SDV (Synthetic Data Vault)
SDV represents the open-source approach to synthetic data. It is a Python-based framework supporting multiple generative models, including CTGAN, CopulaGAN, and GaussianCopula.
It integrates naturally into data science workflows, offering flexibility without licensing costs.
Where it works well:
- Data science teams and startups.
- Research and experimentation environments.
- Organizations building custom synthetic data pipelines.
However, it requires manual setup and lacks enterprise-grade governance, support, and automation.
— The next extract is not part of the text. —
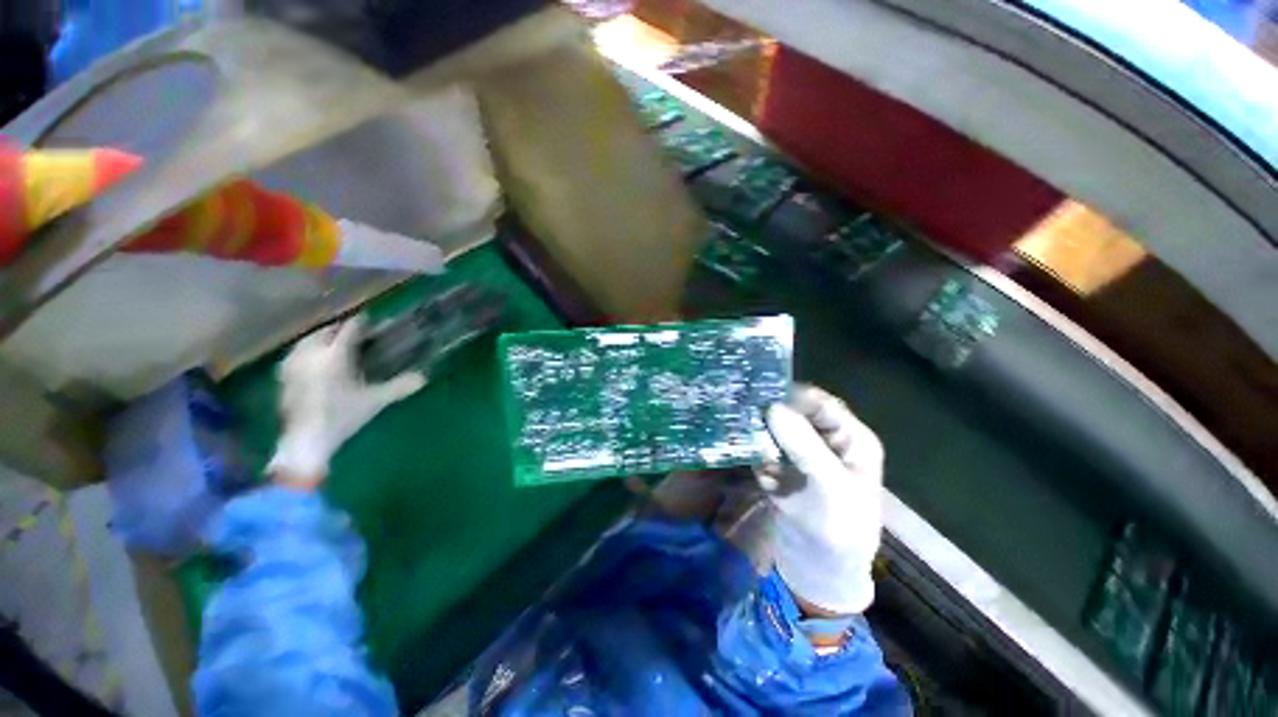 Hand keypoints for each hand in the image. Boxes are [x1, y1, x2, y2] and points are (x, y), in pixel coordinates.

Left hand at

Users must manage deployment, monitoring, and compliance independently.
What This Means for Scaling AI in 2026
Looking across these platforms, several trends are clear:
- Synthetic data is now operational – integrated into testing, development, and AI training workflows.
- Compliance is a primary driver – especially in enterprise platforms such as K2view and Hazy.
- Automation is becoming standard – with pipeline-driven delivery replacing manual processes.
- Data quality and balance are increasingly important – not just privacy protection.
- Different organizations require different approaches – from UI-driven tools to code-first frameworks.
For organizations evaluating where to start:
- Large enterprises with complex ecosystems tend to favor platforms like K2view.
- Mixed technical teams often benefit from MOSTLY AI.
- Data quality-driven AI initiatives align well with YData Fabric.
- DevOps-centric teams may prefer Gretel.
- Regulated industries typically look at Hazy.
- Technical teams often experiment with SDV.
The broader pattern is clear: organizations adopting synthetic data early move faster because they remove friction around data access and compliance. Synthetic data becomes a safe, shareable layer that enables experimentation, testing, and deployment without delays.
Synthetic data is no longer just a privacy workaround – it is becoming a foundational capability for scaling AI without increasing risk.